We will now show that \(\mu_X\) is the least squares constant predictor, that is, it has the smallest mean squared error among all constant predictors. Since we have guessed that \(\mu_X\) is the best choice, we will organize the algebra around that value.

\[\begin{split} \begin{align*} MSE(c) ~ = ~ E\big{[}(X - c)^2\big{]} &= E\big{[} \big{(} (X - \mu_X) + (\mu_X - c) \big{)}^2 \big{]} \\ &= E\big{[} (X - \mu_X)^2 \big{]} +2(\mu_X - c)E\big{[} (X-\mu_X) \big{]} + (\mu_X -c)^2 \\ &= \sigma_X^2 + 0 + (\mu_X -c)^2 \\ &\ge \sigma_X^2 \\ &= MSE(\mu_X) \end{align*} \end{split}\]

with equality if and only if \(c = \mu_X\).

12.2.1. The Mean as a Least Squares Predictor

What we have shown is the predictor \(\mu_X\) has the smallest mean squared error among all choices \(c\). That smallest mean squared error is the variance of \(X\), and hence the smallest root mean squared error is the SD \(\sigma_X\).

This is why a common approach to prediction is, “My guess is the mean, and I’ll be off by about an SD.”

Quick Check

Your friend has a random dollar amount \(X\) in their wallet. Suppose you know that \(E(X) = 16\) dollars and \(SD(X) = 3\) dollars.

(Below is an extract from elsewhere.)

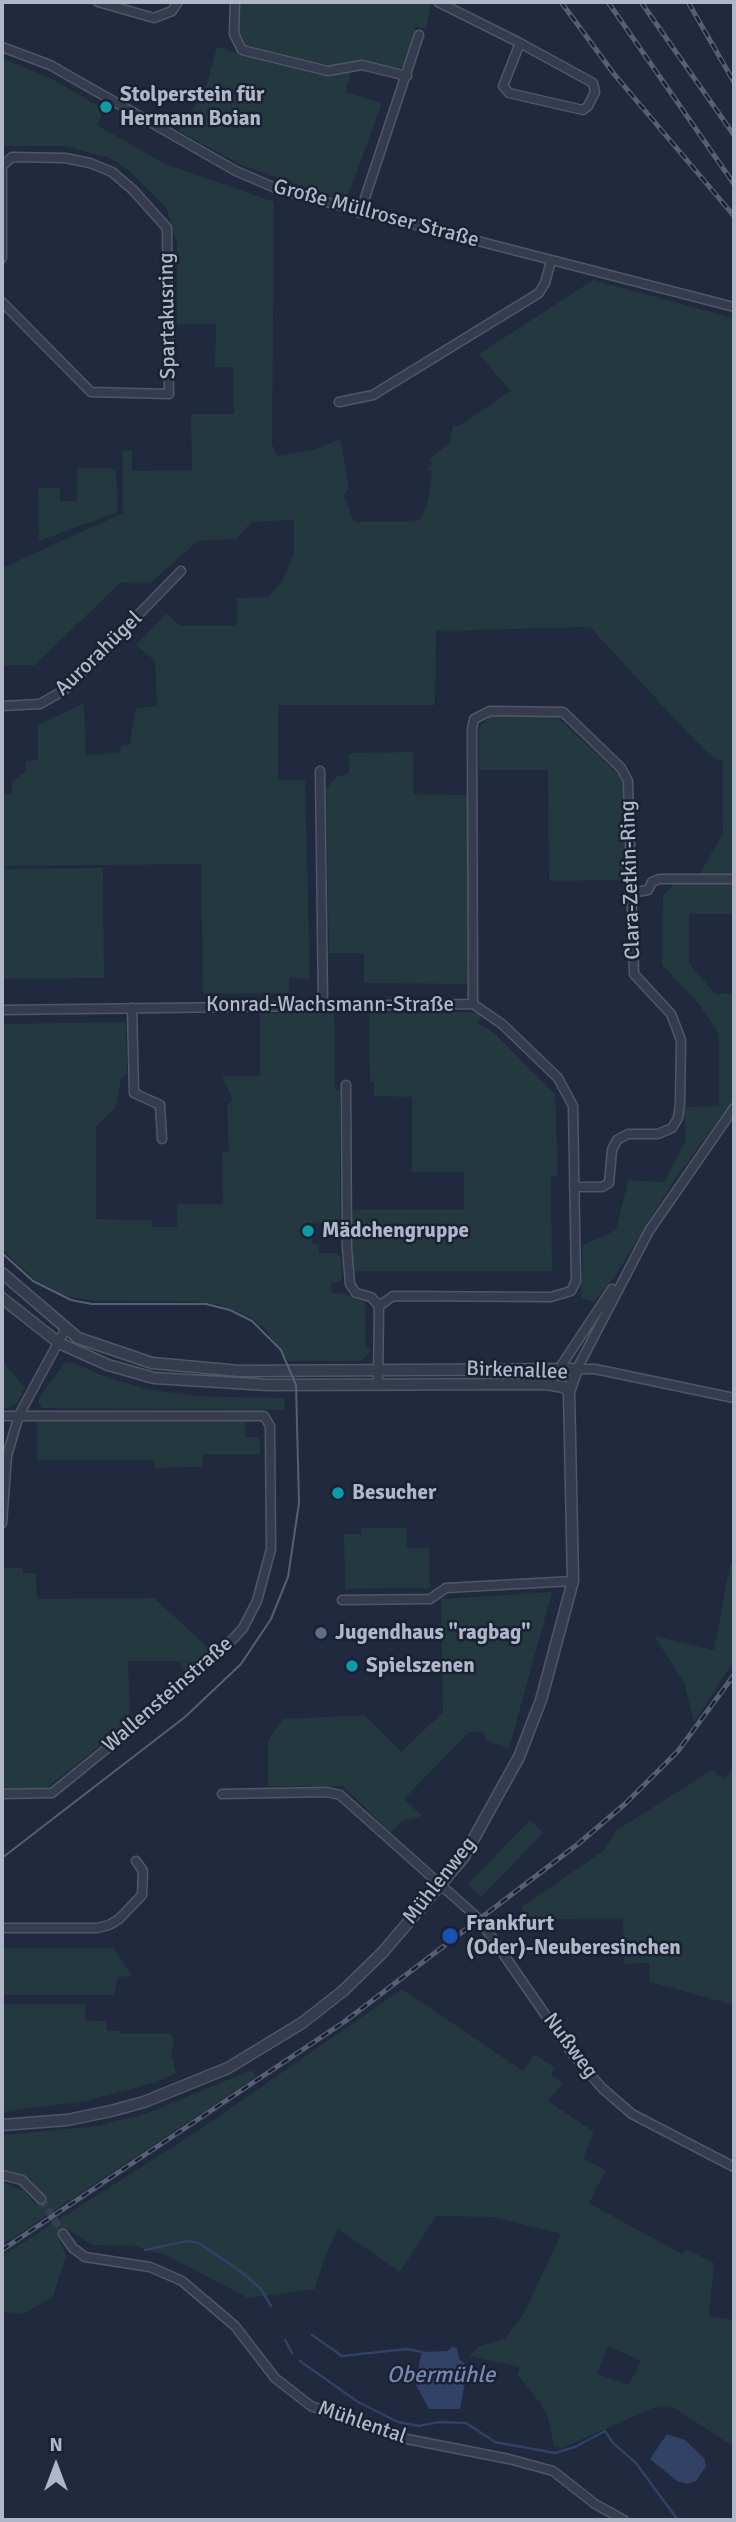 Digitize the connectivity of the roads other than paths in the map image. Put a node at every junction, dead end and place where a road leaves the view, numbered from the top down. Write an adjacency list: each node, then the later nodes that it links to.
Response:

In all your answers below, please include units of measurement.

(a) What is the least squares constant predictor of \(X\)?

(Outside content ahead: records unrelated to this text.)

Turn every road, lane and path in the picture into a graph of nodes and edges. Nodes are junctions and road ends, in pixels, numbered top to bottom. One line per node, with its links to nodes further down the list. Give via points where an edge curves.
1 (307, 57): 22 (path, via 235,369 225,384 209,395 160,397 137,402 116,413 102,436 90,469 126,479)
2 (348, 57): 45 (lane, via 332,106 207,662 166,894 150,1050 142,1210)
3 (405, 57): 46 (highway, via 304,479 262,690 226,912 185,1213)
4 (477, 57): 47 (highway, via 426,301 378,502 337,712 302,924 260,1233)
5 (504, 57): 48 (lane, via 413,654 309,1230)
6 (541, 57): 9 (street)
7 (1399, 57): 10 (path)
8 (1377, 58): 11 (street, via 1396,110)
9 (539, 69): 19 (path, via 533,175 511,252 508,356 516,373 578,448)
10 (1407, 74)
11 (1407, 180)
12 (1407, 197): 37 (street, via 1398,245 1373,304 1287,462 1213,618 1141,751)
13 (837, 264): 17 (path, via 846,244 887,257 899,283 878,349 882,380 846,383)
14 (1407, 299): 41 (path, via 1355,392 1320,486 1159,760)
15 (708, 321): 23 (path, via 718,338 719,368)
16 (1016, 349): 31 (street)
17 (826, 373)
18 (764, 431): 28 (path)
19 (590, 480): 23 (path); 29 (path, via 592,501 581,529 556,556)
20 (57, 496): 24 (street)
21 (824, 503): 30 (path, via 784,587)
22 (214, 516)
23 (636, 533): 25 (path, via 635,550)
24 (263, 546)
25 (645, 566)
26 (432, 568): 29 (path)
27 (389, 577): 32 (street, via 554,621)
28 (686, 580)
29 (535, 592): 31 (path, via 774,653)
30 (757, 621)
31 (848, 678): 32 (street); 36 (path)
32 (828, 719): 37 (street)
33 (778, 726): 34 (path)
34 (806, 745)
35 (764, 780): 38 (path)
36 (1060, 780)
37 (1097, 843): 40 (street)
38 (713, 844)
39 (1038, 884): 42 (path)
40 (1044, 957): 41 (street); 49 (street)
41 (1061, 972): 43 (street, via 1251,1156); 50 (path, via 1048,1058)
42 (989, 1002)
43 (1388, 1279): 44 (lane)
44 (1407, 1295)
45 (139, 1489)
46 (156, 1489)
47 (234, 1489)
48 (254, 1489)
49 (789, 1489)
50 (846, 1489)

(b) What is the mean squared error of this predictor?

(c) What is the root mean squared error of this predictor?

12.2.2. German Tanks, Revisited

Recall the German tanks problem in which we have a sample \(X_1, X_2, \ldots , X_n\) drawn at random without replacement from \(1, 2, \ldots , N\) for some fixed \(N\), and we are trying to estimate \(N\).

We came up with two unbiased estimators of \(N\):

  • An estimator based on the sample mean: \(T_1 = 2\bar{X}_n - 1\) where \(\bar{X}_n\) is the sample average \(\frac{1}{n}\sum_{i=1}^n X_i\)

  • An estimator based on the sample maximum: \(T_2 = M\cdot\frac{n+1}{n} - 1\) where \(M = \max(X_1, X_2, \ldots, X_n)\).

Here are simulated distributions of \(T_1\) and \(T_2\) in the case \(N = 300\) and \(n = 30\), based on 5000 repetitions.

def simulate_T1_T2(N, n):
    """Returns one pair of simulated values of T_1 and T_2
    based on the same simple random sample"""
    tanks = np.arange(1, N+1)
    sample = np.random.choice(tanks, size=n, replace=False)
    t1 = 2*np.mean(sample) - 1
    t2 = max(sample)*(n+1)/n - 1
    return [t1, t2]

def compare_T1_T2(N, n, repetitions):
    """Returns a table of simulated values of T_1 and T_2, 
    with the number of rows = repetitions
    and each row containing the two estimates based on the same simple random sample"""
    tbl = Table(['T_1 = 2*Mean-1', 'T_2 = Augmented Max'])
    for i in range(repetitions):
        tbl.append(simulate_T1_T2(N, n))
    return tbl

N = 300
n = 30
repetitions = 5000
comparison = compare_T1_T2(N, n, 5000)   
comparison.hist(bins=np.arange(N/2, 3*N/2))
plt.title('$N =$'+str(N)+', $n =$'+str(n)+' ('+str(repetitions)+' repetitions)');

We know that both estimators are unbiased: \(E(T_1) = N = E(T_2)\). But is clear from the simulation that \(SD(T_1) > SD(T_2)\) and hence \(T_2\) is a better estimator than \(T_1\).

The empirical values of the two means and standard deviations based on this simulation are calculated below.

t1 = comparison.column(0)
np.mean(t1), np.std(t1)
(299.88367999999997, 30.344812748947902)
t2 = comparison.column(1)
np.mean(t2), np.std(t2)
(299.82420666666667, 9.330064572454884)

These standard deviations are calculated based on empirical data given a specified value of the parameter \(N = 300\) and a specified sample size \(n = 30\). In the next chapter we will develop properties of the SD that will allow us to obtain algebraic expressions for \(SD(T_1)\) and \(SD(T_2)\) for all \(N\) and \(n\).